### THE RECORDS
*** Begin section ***

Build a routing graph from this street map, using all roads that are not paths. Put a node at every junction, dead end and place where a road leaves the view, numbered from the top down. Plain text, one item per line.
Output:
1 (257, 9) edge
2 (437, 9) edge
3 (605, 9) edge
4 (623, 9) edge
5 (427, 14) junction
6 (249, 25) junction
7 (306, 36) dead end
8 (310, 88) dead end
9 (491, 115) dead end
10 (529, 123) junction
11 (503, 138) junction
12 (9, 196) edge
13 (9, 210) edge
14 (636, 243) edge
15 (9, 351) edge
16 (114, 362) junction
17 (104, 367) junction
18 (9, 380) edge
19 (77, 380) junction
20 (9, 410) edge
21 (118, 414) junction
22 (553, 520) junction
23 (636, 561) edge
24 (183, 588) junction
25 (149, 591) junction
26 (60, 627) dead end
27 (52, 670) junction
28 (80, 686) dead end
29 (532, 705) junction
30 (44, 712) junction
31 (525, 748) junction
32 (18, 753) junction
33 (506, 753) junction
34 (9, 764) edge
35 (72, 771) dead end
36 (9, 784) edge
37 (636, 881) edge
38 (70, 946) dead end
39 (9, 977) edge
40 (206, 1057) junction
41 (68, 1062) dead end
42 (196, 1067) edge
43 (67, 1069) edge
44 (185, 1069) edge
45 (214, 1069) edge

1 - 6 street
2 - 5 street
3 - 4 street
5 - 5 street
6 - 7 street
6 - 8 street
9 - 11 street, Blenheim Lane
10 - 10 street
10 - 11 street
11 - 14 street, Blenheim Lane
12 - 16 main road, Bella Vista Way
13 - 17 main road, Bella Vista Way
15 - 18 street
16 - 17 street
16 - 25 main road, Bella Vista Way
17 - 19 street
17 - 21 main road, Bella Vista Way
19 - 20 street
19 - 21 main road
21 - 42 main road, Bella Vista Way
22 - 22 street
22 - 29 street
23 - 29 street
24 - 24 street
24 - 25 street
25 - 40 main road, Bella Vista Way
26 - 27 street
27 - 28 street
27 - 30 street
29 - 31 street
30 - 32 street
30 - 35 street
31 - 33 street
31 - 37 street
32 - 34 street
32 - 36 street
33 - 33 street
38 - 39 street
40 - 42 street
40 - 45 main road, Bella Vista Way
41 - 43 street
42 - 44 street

*** End section ***

### INSTRUCTIONS FOR THE TASK
How many lines of the material above contain the string "road"? Answer with the number only.

### WRITTEN RESPONSE
9